The stub-RFP-sens-GFP-LC3 lentivirus was obtained from GeneChem Co. Ltd (Shanghai, China). To construct stable cell lines expressing stub-RFP-sens-GFP-LC3, Capan-1 and SW1990 cells plated in 96-well plates were cultured overnight and then infected with lentivirus. The multiplicity of infection was 20 for Capan-1 and SW1990 cells. Infected cells were selected by 3 μg/mL puromycin (Solarbio Life Science, Beijing, China). When GFP-RFP-LC3 autophagic puncta were detected, cells were cultured on 24-well cell cover glasses, fixed with 4% paraformaldehyde for 15 min, and stained with 1 μg/mL diamidino-2-phenyl indole for 10 min. The staining process was performed at room temperature and cells were protected from light. The GFP-RFP-LC3 autophagic puncta were examined using a Leica SP5 confocal microscope (Leica Microsystems Inc., Germany) with a 63× oil immersion lens.

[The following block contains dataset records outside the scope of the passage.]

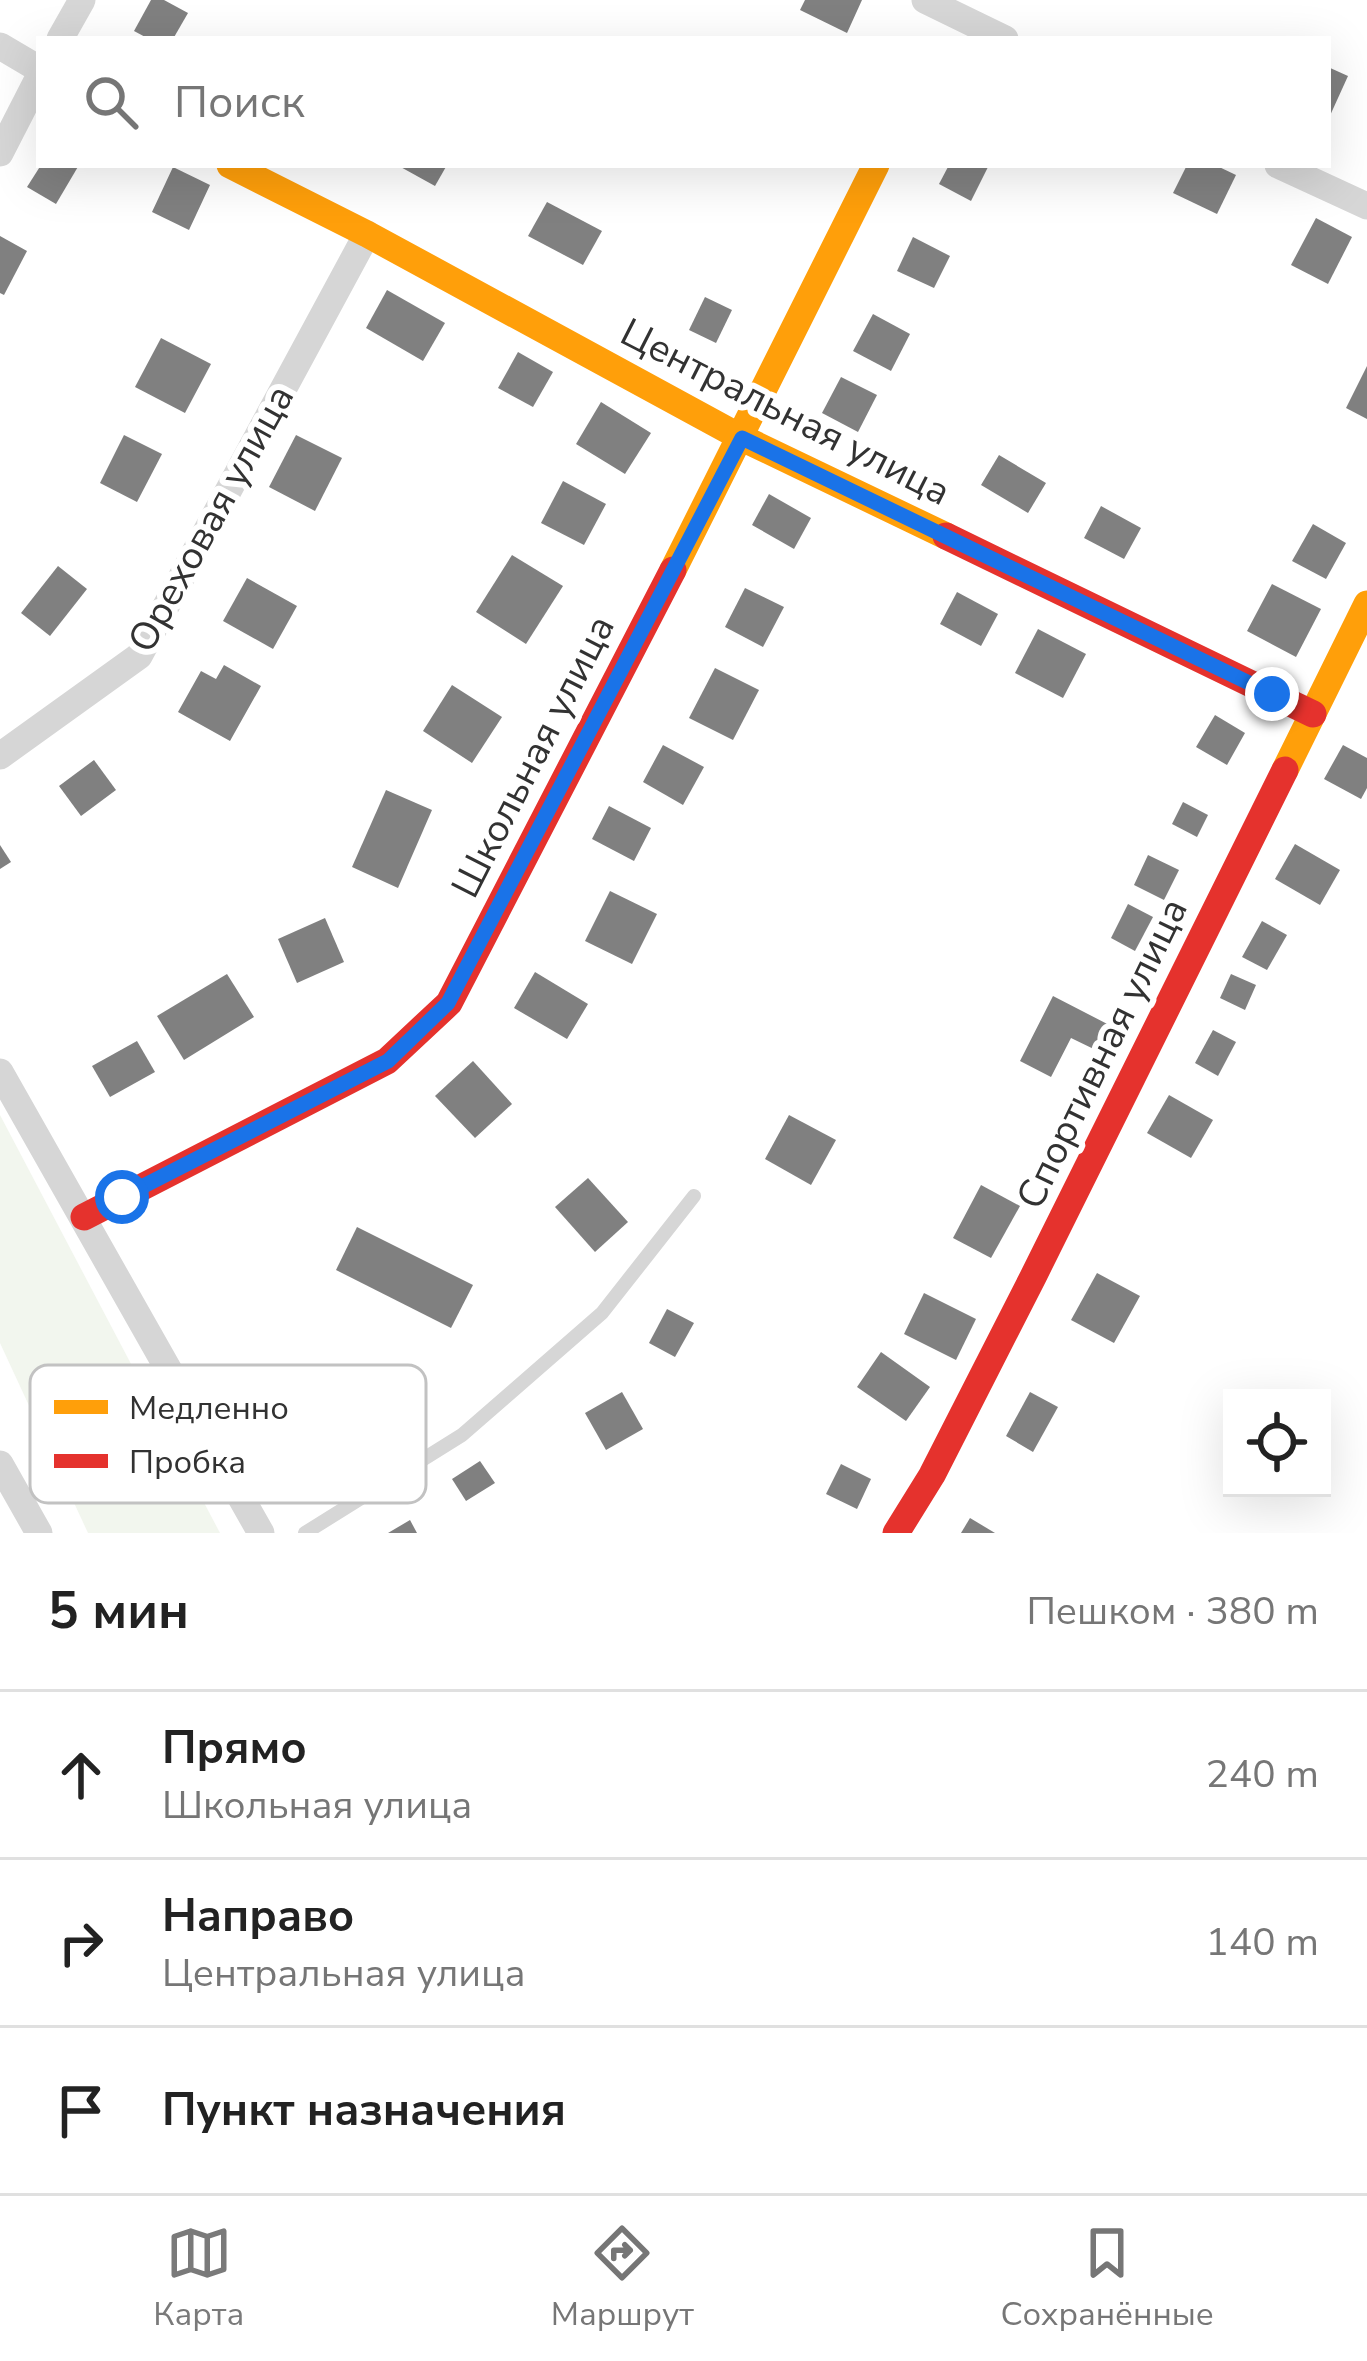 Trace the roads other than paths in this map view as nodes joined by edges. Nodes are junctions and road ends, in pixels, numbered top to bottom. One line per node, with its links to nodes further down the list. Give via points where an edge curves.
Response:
1 (82, 0): 4 (street)
2 (925, 0): 3 (street)
3 (949, 18): 5 (street)
4 (62, 36)
5 (997, 36)
6 (0, 46): 7 (street)
7 (36, 71)
8 (36, 79): 9 (street)
9 (0, 153)
10 (236, 168): 14 (street, Центральная улица)
11 (875, 168): 15 (street, Школьная улица)
12 (1285, 168): 13 (street)
13 (1367, 206)
14 (367, 234): 15 (street, Центральная улица); 18 (street, Ореховая улица, via 139,656)
15 (742, 438): 17 (street, Центральная улица); 21 (street, Школьная улица, via 448,1003 388,1061)
16 (1367, 604): 17 (street, Спортивная улица)
17 (1312, 714): 30 (street, Спортивная улица, via 1034,1275)
18 (0, 755)
19 (0, 1072): 21 (street)
20 (694, 1196): 23 (lane, via 602,1313)
21 (84, 1217): 22 (street)
22 (167, 1365)
23 (426, 1457)
24 (0, 1464): 27 (street)
25 (244, 1503): 28 (street)
26 (352, 1503): 29 (lane)
27 (39, 1533)
28 (261, 1533)
29 (304, 1533)
30 (896, 1533) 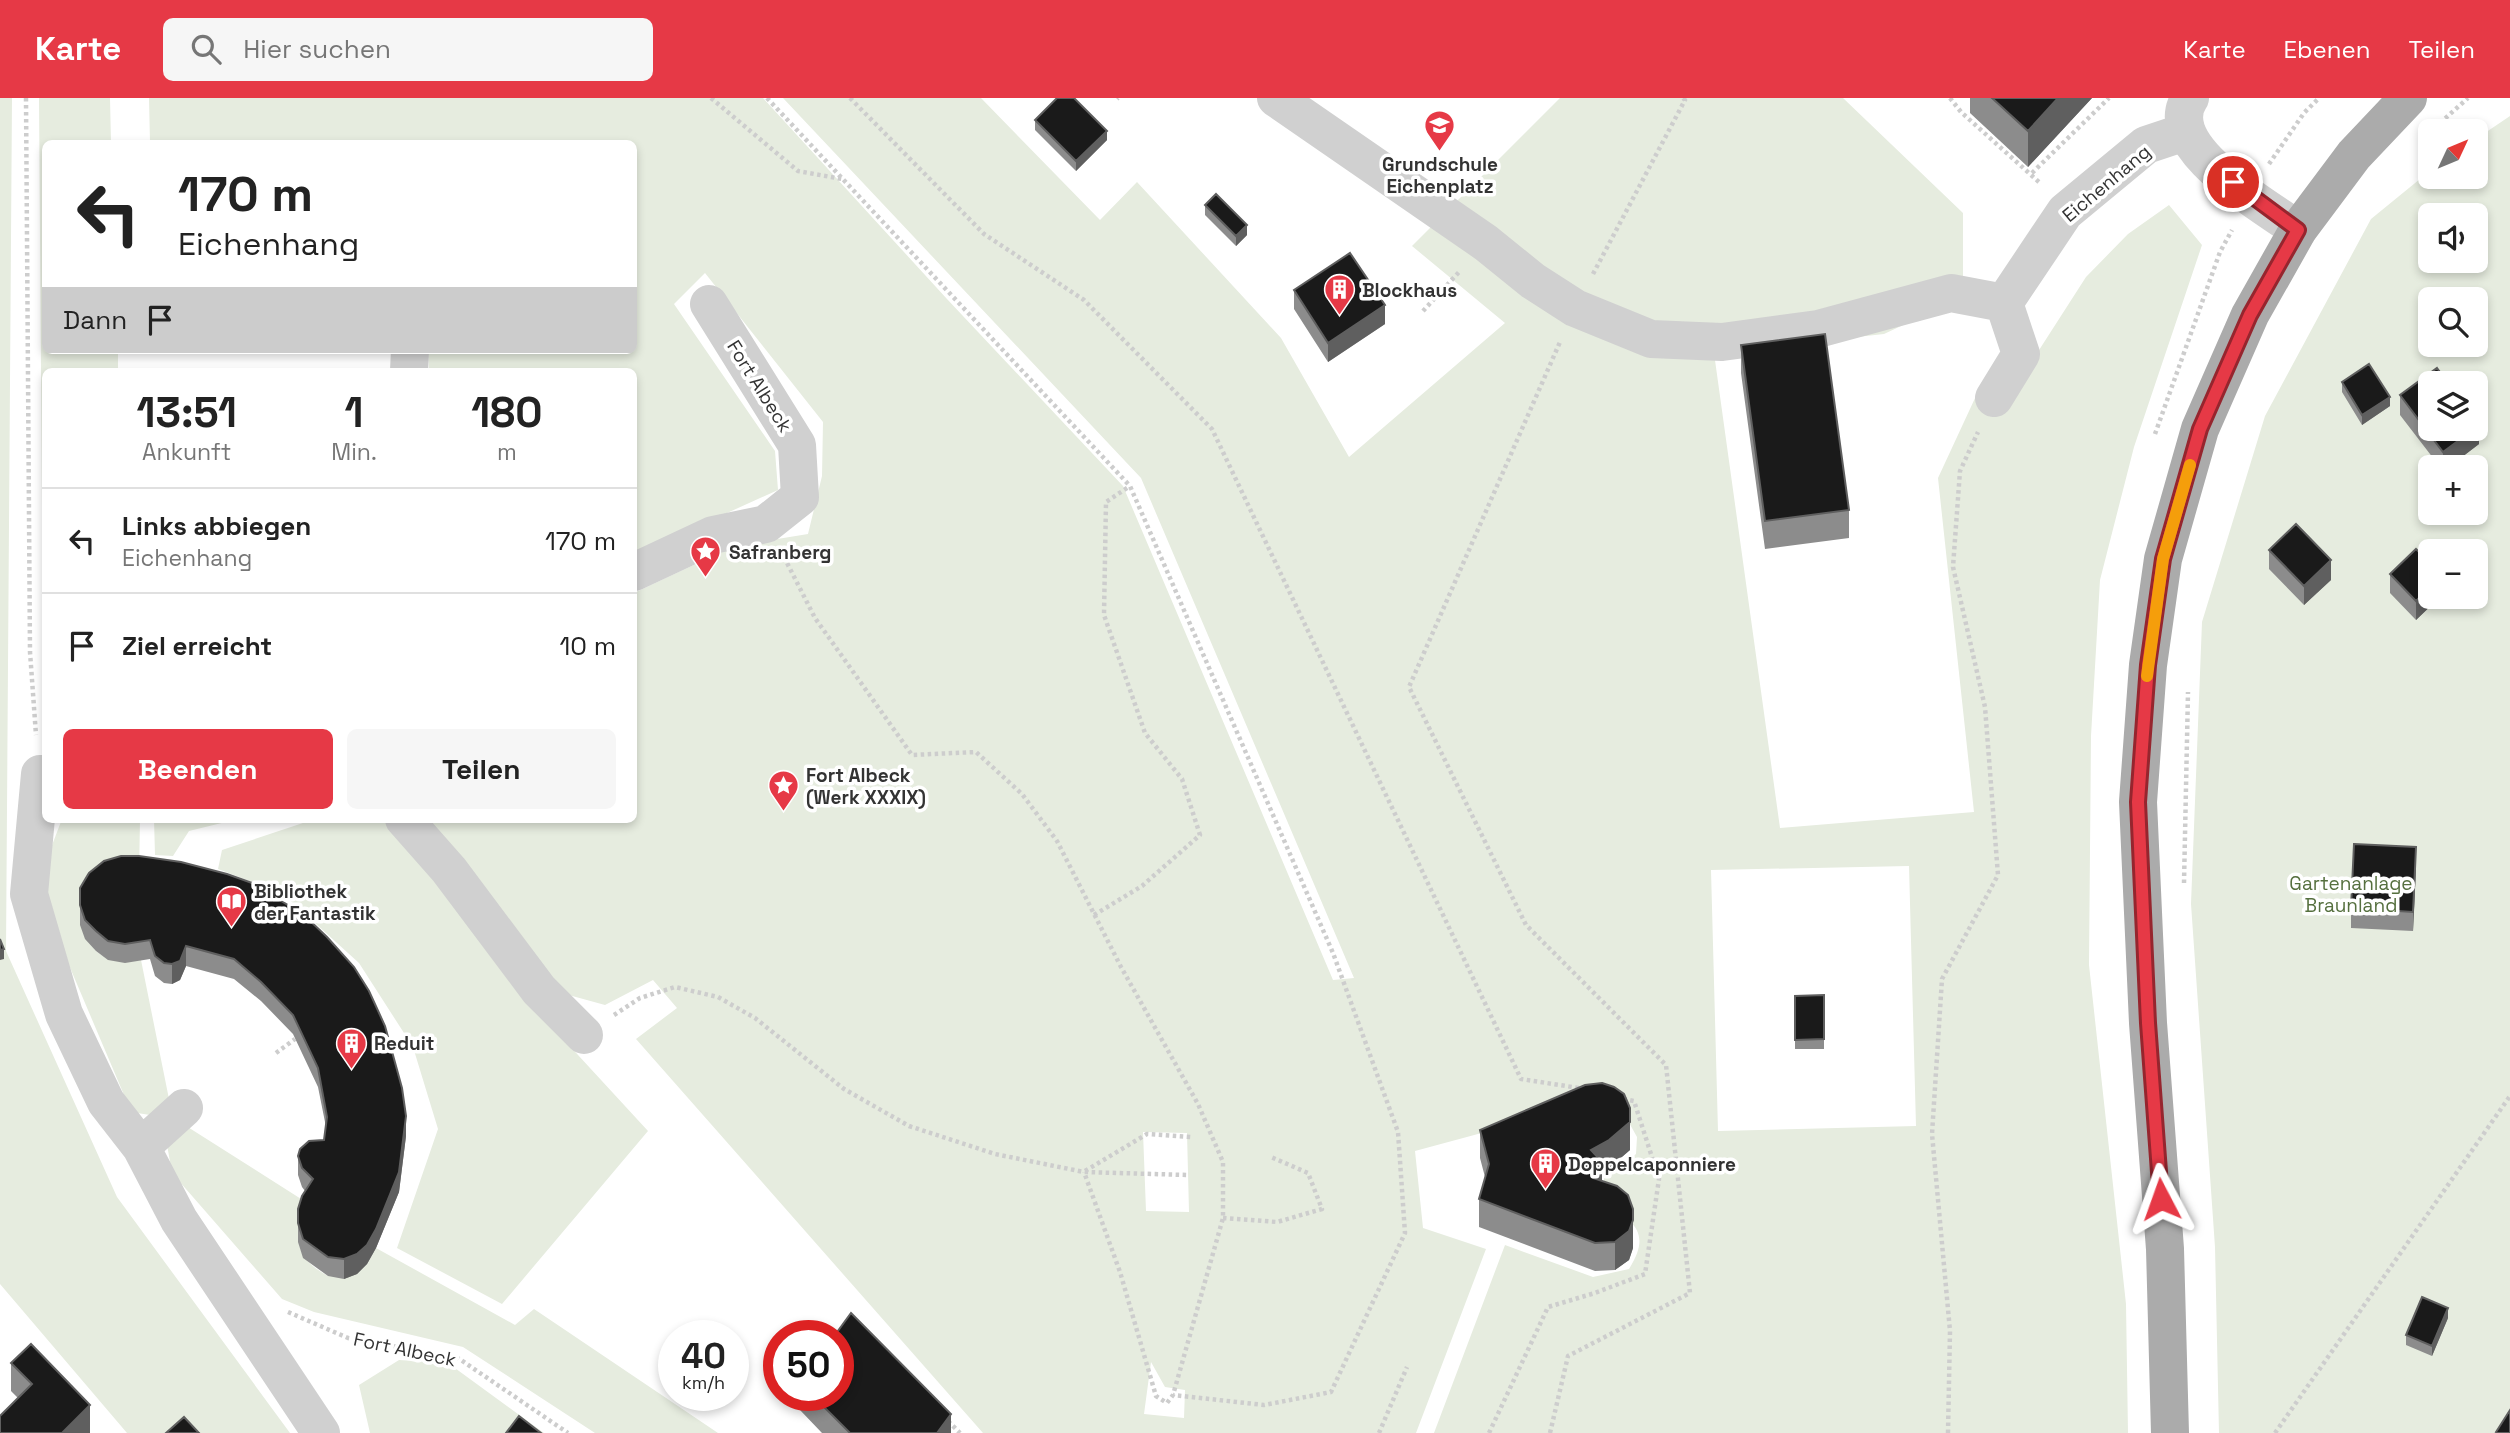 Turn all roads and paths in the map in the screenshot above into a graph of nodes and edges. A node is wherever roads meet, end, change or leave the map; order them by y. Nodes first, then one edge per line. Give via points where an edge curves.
1 (26, 98) edge
2 (711, 98) edge
3 (767, 98) edge
4 (850, 98) edge
5 (1276, 98) edge
6 (1683, 98) edge
7 (1950, 98) edge
8 (2109, 98) edge
9 (2408, 98) edge
10 (2468, 98) edge
11 (2188, 115) edge
12 (2444, 119) edge
13 (2024, 168) dead end
14 (2032, 173) dead end
15 (843, 179) junction
16 (2298, 230) junction
17 (1486, 243) junction
18 (2004, 303) junction
19 (709, 304) dead end
20 (1575, 308) junction
21 (1423, 311) dead end
22 (1994, 398) joint
23 (1130, 486) junction
24 (766, 524) junction
25 (637, 571) edge
26 (2188, 690) dead end
27 (42, 765) edge
28 (42, 783) edge
29 (408, 823) edge
30 (2184, 886) dead end
31 (1094, 915) junction
32 (584, 1035) joint
33 (295, 1039) edge
34 (276, 1053) dead end
35 (1598, 1092) edge
36 (2510, 1096) edge
37 (1622, 1098) edge
38 (184, 1108) dead end
39 (1192, 1137) dead end
40 (141, 1147) junction
41 (1271, 1157) dead end
42 (1084, 1172) junction
43 (1187, 1175) dead end
44 (1223, 1218) junction
45 (281, 1308) dead end
46 (1407, 1367) dead end
47 (1173, 1395) junction
48 (943, 1416) edge
49 (321, 1433) edge
50 (568, 1433) edge
51 (960, 1433) edge
52 (1379, 1433) edge
53 (1489, 1433) edge
54 (1550, 1433) edge
55 (1948, 1433) edge
56 (2170, 1433) edge
57 (2275, 1433) edge

1 - 27 path via 30,652
2 - 15 path via 798,171
3 - 15 path
4 - 35 path via 984,234 1084,300 1212,429 1521,1079
5 - 17 street
6 - 20 path
7 - 13 path
8 - 14 path
9 - 16 main road via 2354,155
10 - 12 path
11 - 16 street, Eichenhang via 2196,149 2214,169
11 - 18 street, Eichenhang via 2066,212
15 - 23 path
16 - 56 main road via 2250,315 2200,429 2163,559 2148,665 2138,802 2165,1249
17 - 20 street
17 - 21 path
18 - 20 street via 1951,293 1818,328 1722,342 1651,339
18 - 22 street via 2021,354
19 - 24 street, Fort Albeck via 797,444 800,497
20 - 54 path via 1409,687 1526,925 1666,1065 1690,1293 1568,1356
22 - 55 path via 1960,471 1953,567 1985,707 1998,875 1942,979 1932,1134 1950,1331
23 - 31 path via 1106,502 1104,615 1145,733 1182,779 1200,835 1142,886
23 - 47 path via 1338,966 1398,1132 1405,1233 1331,1392 1264,1405
24 - 25 street, Fort Albeck via 713,536
24 - 31 path via 815,618 912,755 976,752 1022,794 1050,832
26 - 30 path
28 - 40 street via 29,894 64,1014 106,1102
29 - 32 street via 450,870 539,990
31 - 44 path via 1198,1104 1223,1162
32 - 42 path via 640,998 675,987 718,997 755,1018 844,1089 909,1126 995,1154
33 - 34 path
36 - 57 path
37 - 53 path via 1634,1101 1659,1179 1646,1274 1548,1307
38 - 40 street
39 - 42 path via 1147,1133
40 - 49 street via 179,1220
41 - 44 path via 1308,1173 1322,1209 1277,1222
42 - 43 path
42 - 47 path via 1120,1272 1156,1396 1167,1403
44 - 47 path
45 - 50 path, Fort Albeck via 348,1338 458,1358
46 - 52 path
48 - 51 path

Transmission electron microscopy

Capan-1 and SW1990 cells were fixed with 2.5% glutaraldehyde at room temperature in the dark. The cells were gently scraped off culture dishes with a cell scraper along one direction, collected by centrifugation, resuspended in 2.5% glutaraldehyde and stored at 4 °C. The cells then underwent fixation, dehydration, infiltration embedding, polymerization, slicing and staining. The slice thickness was 60–80 nm. The sections were observed under a transmission electron microscope (TEM, HT7800, Hitachi, Japan) and images were collected for analysis.

Autophagic cell death

Cell death was measured using an Annexin V-FITC apoptosis detection kit. Briefly, Capan-1 and SW1990 cells were digested with trypsin and resuspended in Annexin V binding buffer. The cell suspension was incubated with 5 μL of Annexin V-FITC for 15 min at room temperature and away from light. Then, 10 μL of propidium iodide solution was added to the cell suspension, and the sample was mixed gently and incubated for 5 min. The percentage of cell death was determined using flow cytometry (CytoFLEX, Beckman Coulter), and the data were analyzed with Flowjo software.

Small interfering RNA

SiATG5 and siAMPKα were purchased from RiboBio Co., Ltd. (Guangdong, China). The target sequences were as follows: ATG-5: 5ʹ-GCTCTTCCTTGGAACATCA-3ʹ; and AMPKα: 5ʹ-GTGGAACCCTTCCATTTGA-3ʹ. Capan-1 and SW1990 cells were cultured in 12-well plates and transiently transfected with 150 nM siATG5 or siAMPKα using riboFECT™ CP Reagent (#C10511-05, RiboBio) in accordance with the manufacturer’s instructions.

Measurement of ROS level

Capan-1 and SW1990 cells were treated with various concentrations of Her (0, 5, 10, 20, 30, 40 μM). After 6 h or 12 h, cells were incubated with 10 µM H2DCFDA for 30 min at 37 °C in a CO2 incubator. Cells were washed three times with PBS to remove unbound probes and digested with trypsin. The intensity of dichlorodihydrofluorescein (DCF) fluorescence was detected by CytoFLEX flow cytometry (Beckman Coulter).

Statistical analysis

All experiments were repeated three times, and the data are expressed as the mean ± standard deviation (SD). All statistical graphs were generated using GraphPad Prism 7 software (La Jolla, CA, USA). Student’s t-test was used for analysis of the significant difference between the groups, and one-way analysis of variance (ANOVA) was performed for comparisons in multiple groups. P < 0.05 was considered statistically significant.

Results

Her exhibits cytotoxicity to PDAC cells

Her is a type of bisbenzylisoquinoline alkaloid. The molecular formula of Her is C39H44N2O7 and the molecular weight is 652.79 Da. The structural formula of Her is shown in Fig. 1a.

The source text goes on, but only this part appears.